Así, pues, el hombre puede cumplir mejor su destino comprendiendo, gracias á un grado superior de inteligencia y de conciencia, el determinismo á que obedece.
Hay una parte de la sociología de Hostos interesantísima de por sí, é interesantísima principalmente para los hispano-americanos, por cuanto las sociedades americanas sirven allí de materia de estudio y como ejemplo ilustrativo. Se trata de la sociopatía hostosiana ó tratado de enfermedades sociales.
Siguiendo el concepto de que la sociedad es un organismo, apunta que todo sér tiene, desde su nacimiento, que morir ó desarrollarse y vivir. Pero en la vida social, como en la vida animal, suelen ocurrir enfermedades. Estas enfermedades sociales pueden algunas ser congénitas y hereditarias; otras proceden de inadecuación del medio. El desconcierto económico, el desorden jurídico, el raquitismo moral, que ya por sí son males, engendran perturbaciones de linaje diverso.
Hostos disocia y estudia con su innata sagacidad filosófica múltiples desequilibrios sociales, desde los de carácter económico, carácter jurídico y carácter intelectual, hasta los de origen moral y los de índole mesológica. Expositor de innúmeras perturbaciones que aquejan al organismo colectivo, Hostos formula preceptos de higiene y promulga nociones de terapéutica social.
Así, pues, Hostos resulta el primer pensador que ha descubierto y divulga la posible eficacia de una terapéutica social.
Observa y estudia en las sociedades modernas enfermedades económicas, enfermedades jurídicas y enfermedades morales. Especifica la exacerbación del sentimiento religioso, el neurosismo social, las pasiones políticas, el anarquismo, y apunta cómo pueden prevenirse y aun curarse esas y otras dolencias.
Pero circunscribiendo aquí las observaciones del sabio á lo que más inmediatamente atañe á los pueblos de Hispano-América, advertimos que Hostos encuentra en ellos, mayormente en algunos de la región intertropical, caracteres patogénicos, como la anemia fisiológica y el sensualismo satiríaco; y en todos, “porque entre tantas sociedades infantiles ni una sola nació con salud”, el espíritu de imitación, la ineficacia del derecho, el politiqueo, el militareo y el revolucionismo.
La mayor parte de sus observaciones son directas; hechas por él, concienzudamente, en pueblos americanos que conoce y estudia. En vano se buscarían páginas extranjeras que reemplacen, desde el punto de vista científico americano, á las del sociólogo de Puerto-Rico. “Los Estados de origen español—asienta—siguen siendo casos de sociopatía.”
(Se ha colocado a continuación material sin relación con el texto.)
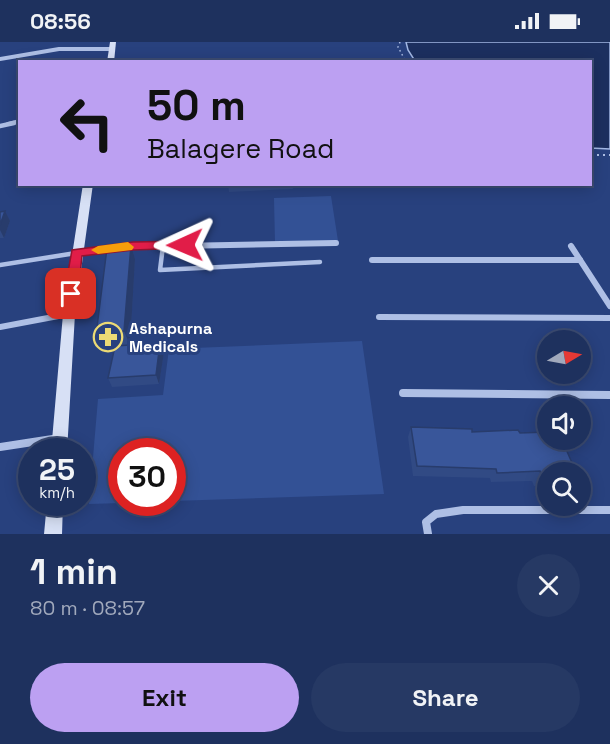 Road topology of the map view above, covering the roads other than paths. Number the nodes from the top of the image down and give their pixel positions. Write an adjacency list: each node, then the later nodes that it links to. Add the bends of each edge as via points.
1 (112, 46): 2 (street, via 59,49)
2 (0, 59)
3 (18, 122): 4 (street)
4 (0, 126)
5 (88, 186): 9 (street)
6 (336, 243): 7 (street)
7 (163, 246): 9 (street); 12 (lane, via 160,270)
8 (571, 246): 11 (street)
9 (76, 253): 13 (lane); 15 (street)
10 (372, 260): 11 (street)
11 (580, 260): 14 (street)
12 (320, 262)
13 (0, 265)
14 (610, 306)
15 (69, 314): 18 (street); 21 (street)
16 (379, 317): 17 (street)
17 (610, 318)
18 (0, 327)
19 (403, 393): 20 (street)
20 (610, 394)
21 (60, 438)
22 (18, 444): 23 (street)
23 (0, 447)
24 (610, 510): 27 (street, via 436,513 426,522)
25 (54, 516): 26 (street)
26 (53, 534)
27 (428, 534) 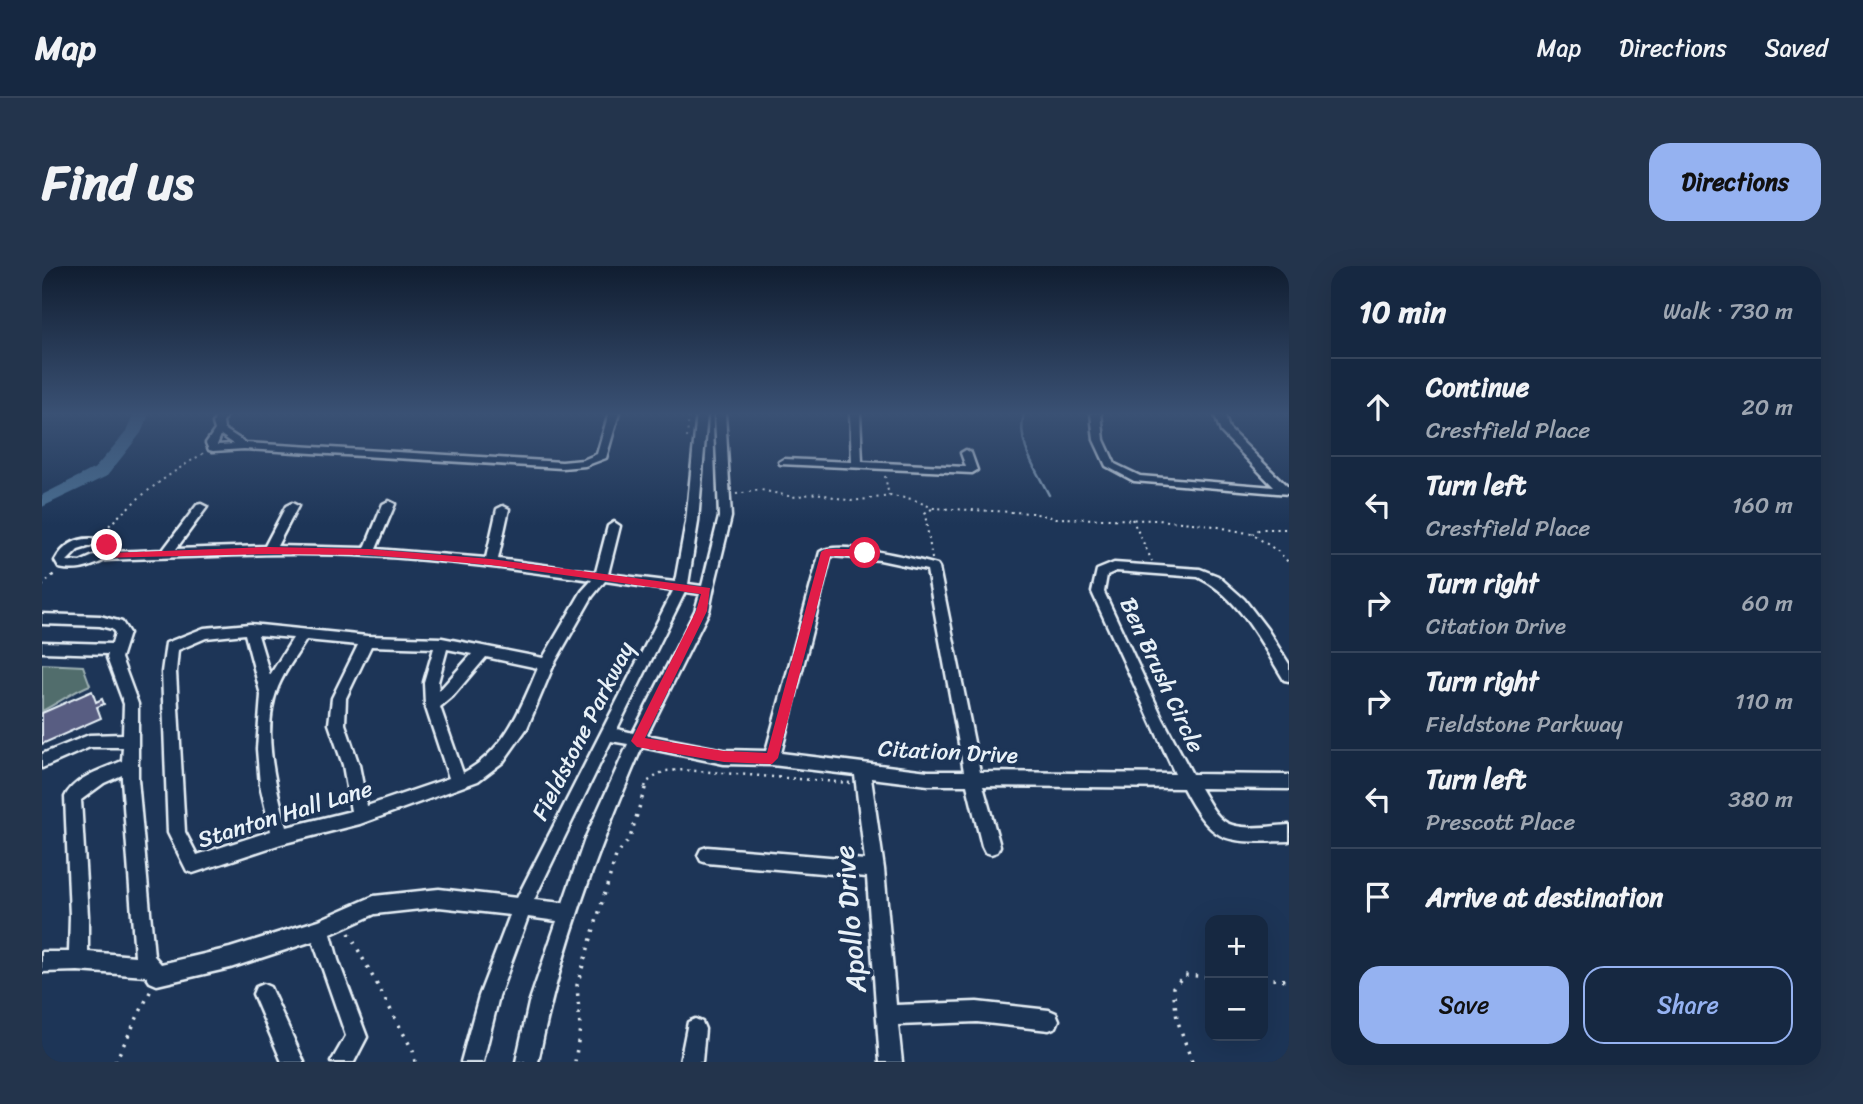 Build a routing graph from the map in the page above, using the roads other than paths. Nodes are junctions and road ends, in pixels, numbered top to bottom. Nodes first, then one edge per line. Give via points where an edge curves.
1 (313, 450) edge
2 (604, 450) edge
3 (699, 450) edge
4 (722, 450) edge
5 (857, 450) edge
6 (1104, 450) edge
7 (1245, 450) edge
8 (966, 453) dead end
9 (784, 462) dead end
10 (858, 464) junction
11 (1287, 491) edge
12 (389, 504) dead end
13 (201, 506) dead end
14 (292, 506) dead end
15 (503, 509) dead end
16 (614, 527) dead end
17 (269, 550) junction
18 (369, 552) junction
19 (166, 555) junction
20 (103, 556) junction
21 (491, 562) junction
22 (601, 578) junction
23 (681, 587) junction
24 (707, 591) junction
25 (44, 622) edge
26 (250, 629) junction
27 (303, 635) junction
28 (367, 641) junction
29 (442, 643) junction
30 (42, 648) edge
31 (116, 649) junction
32 (483, 651) junction
33 (548, 664) junction
34 (1289, 676) edge
35 (268, 695) junction
36 (432, 705) junction
37 (608, 734) junction
38 (129, 740) junction
39 (637, 741) junction
40 (772, 758) junction
41 (42, 761) edge
42 (130, 765) junction
43 (862, 777) junction
44 (973, 777) junction
45 (458, 782) junction
46 (1187, 782) junction
47 (1289, 782) edge
48 (360, 816) junction
49 (1289, 833) edge
50 (281, 836) junction
51 (991, 846) dead end
52 (707, 855) dead end
53 (875, 869) junction
54 (522, 907) junction
55 (569, 913) junction
56 (320, 929) junction
57 (78, 961) junction
58 (42, 962) edge
59 (151, 967) junction
60 (263, 994) dead end
61 (887, 1015) junction
62 (1049, 1020) dead end
63 (695, 1029) dead end
64 (293, 1062) edge
65 (342, 1062) edge
66 (472, 1062) edge
67 (527, 1062) edge
68 (691, 1062) edge
69 (891, 1062) edge

1 - 2 street via 562,465 585,463 602,456
3 - 23 street, Fieldstone Parkway
4 - 24 street via 725,517
5 - 10 street
6 - 11 street via 1111,466 1138,479
7 - 11 street
8 - 10 street via 972,470
9 - 10 street
12 - 18 street
13 - 19 street
14 - 17 street
15 - 21 street
16 - 22 street
17 - 18 street
17 - 19 street
18 - 21 street
19 - 20 street
20 - 20 street via 107,545 94,541 78,545 61,561 82,566
21 - 22 street
22 - 23 street
22 - 33 street, Stanton Hall Lane via 587,594
23 - 24 street
23 - 37 street, Fieldstone Parkway
24 - 39 street via 702,611
25 - 31 street via 117,625 122,633
26 - 27 street, Stanton Hall Lane
26 - 35 street
26 - 50 street, Stanton Hall Lane via 204,634 171,647 177,833 193,865
27 - 28 street, Stanton Hall Lane
27 - 35 street
28 - 29 street, Stanton Hall Lane
28 - 48 street via 339,698 337,724 351,765
29 - 32 street, Stanton Hall Lane
29 - 36 street via 431,682
30 - 31 street
31 - 38 street via 114,658 131,704
32 - 33 street, Stanton Hall Lane
32 - 36 street
33 - 45 street, Stanton Hall Lane via 522,724 497,757
34 - 46 street, Ben Brush Circle via 1249,615 1213,577 1114,567 1101,573 1098,592
35 - 50 street via 269,797
36 - 45 street
37 - 39 street, Citation Drive
37 - 54 street, Fieldstone Parkway
38 - 41 street via 89,741
38 - 42 street
39 - 40 street, Citation Drive via 724,757
39 - 55 street via 594,839
40 - 43 street, Citation Drive
40 - 44 street via 826,552 865,553 900,557 933,568
42 - 57 street via 98,778 73,797
42 - 59 street
43 - 44 street, Citation Drive
43 - 53 street, Apollo Drive
44 - 46 street, Citation Drive
44 - 51 street
45 - 48 street, Stanton Hall Lane
46 - 47 street, Citation Drive
46 - 49 street, Ben Brush Circle via 1219,828 1235,834
48 - 50 street, Stanton Hall Lane
52 - 53 street
53 - 61 street, Apollo Drive
54 - 55 street
54 - 56 street via 439,898 374,905
54 - 66 street, Fieldstone Parkway via 489,996
55 - 67 street via 539,1003
56 - 59 street via 230,958
56 - 65 street via 356,1037
57 - 58 street
57 - 59 street
60 - 64 street
61 - 62 street via 976,1012
61 - 69 street, Apollo Drive
63 - 68 street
El politiqueo, que es la única, por desgracia, de las enfermedades de la sociedad americana á que dedica análisis de alguna extensión, lo define así: «El politiqueo es simple y sencillamente la costumbre de chismear llevada á los asuntos de carácter público.» Y como esas sociedades americanas se han desarrollado tradicionalmente desde los días de Colón, fuera del Derecho, agrega: “Para arraigar esa mala costumbre (de politiquear en vez de establecer y seguir una política) en los negocios del Estado, no tenían que hacer ningún esfuerzo de voluntad ni de razón, y de la noche á la mañana aparecieron las gentes políticas de estos países como maestros consumados en el arte de la falsía, del embrollo y de la intriga.” “La ignorancia de todos sirve perfectamente al encumbramiento de los pocos que se dedican á embrollarlo todo, con el objeto de ser ellos los árbitros de la vida general.” Y termina su exposición de patología política hispano-americana con estas terribles palabras: “La función del Derecho (en tales pueblos) no puede en ninguna manera ser regular. Esta irregularidad constituye la más peligrosa de las enfermedades jurídicas que pueden sufrir las sociedades humanas.”
Otra de las excelencias de la concepción hostosiana de la Sociología consiste en que equidista de la teoría “individualista”, que pospone la sociedad al hombre, y de la teoría “socialista”, que anula el factor hombre en provecho de la sociedad. Hostos, en efecto, armoniza ambos extremos en una teoría sociocrática como la de Comte, reconociendo la doble influencia de la sociedad sobre el individuo y del individuo sobre la sociedad.